◆ What you should do:
Based on the entries below, how many lines contain the word "hand"? Respond with only the number.

_ _ _ _ _

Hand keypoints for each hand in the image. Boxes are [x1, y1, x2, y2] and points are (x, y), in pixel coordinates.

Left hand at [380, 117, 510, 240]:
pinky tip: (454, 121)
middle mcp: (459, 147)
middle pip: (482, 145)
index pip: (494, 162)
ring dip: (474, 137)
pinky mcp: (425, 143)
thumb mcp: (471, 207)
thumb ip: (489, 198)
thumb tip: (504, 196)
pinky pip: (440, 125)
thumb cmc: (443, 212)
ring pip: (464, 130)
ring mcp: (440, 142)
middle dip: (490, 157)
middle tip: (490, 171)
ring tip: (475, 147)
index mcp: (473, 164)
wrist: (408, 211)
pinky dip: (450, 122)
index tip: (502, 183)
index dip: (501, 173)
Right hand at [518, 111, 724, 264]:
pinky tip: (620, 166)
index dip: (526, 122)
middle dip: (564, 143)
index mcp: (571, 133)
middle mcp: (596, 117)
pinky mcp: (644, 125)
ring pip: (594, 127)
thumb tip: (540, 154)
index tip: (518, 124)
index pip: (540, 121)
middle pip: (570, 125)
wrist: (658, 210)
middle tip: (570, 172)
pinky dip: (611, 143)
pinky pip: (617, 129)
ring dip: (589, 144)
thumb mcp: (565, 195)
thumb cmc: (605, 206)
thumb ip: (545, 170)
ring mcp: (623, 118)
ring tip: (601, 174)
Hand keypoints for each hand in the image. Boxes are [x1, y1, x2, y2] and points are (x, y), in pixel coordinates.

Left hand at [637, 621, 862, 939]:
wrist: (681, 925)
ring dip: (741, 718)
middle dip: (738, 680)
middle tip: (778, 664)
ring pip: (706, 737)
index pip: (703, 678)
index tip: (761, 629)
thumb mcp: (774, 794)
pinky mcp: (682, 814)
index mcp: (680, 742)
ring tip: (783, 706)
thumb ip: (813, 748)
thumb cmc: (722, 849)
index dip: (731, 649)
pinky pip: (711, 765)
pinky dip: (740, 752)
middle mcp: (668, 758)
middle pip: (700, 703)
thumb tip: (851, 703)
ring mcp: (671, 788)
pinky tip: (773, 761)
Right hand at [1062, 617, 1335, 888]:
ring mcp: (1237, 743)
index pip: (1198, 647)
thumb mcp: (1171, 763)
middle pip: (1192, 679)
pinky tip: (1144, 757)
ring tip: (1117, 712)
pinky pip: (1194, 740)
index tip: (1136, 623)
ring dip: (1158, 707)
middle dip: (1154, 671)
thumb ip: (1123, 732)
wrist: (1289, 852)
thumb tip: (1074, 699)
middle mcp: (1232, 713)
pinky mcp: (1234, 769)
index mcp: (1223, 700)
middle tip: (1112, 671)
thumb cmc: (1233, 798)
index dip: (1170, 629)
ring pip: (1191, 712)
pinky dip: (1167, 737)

_ _ _ _ _

◆ Solution:
6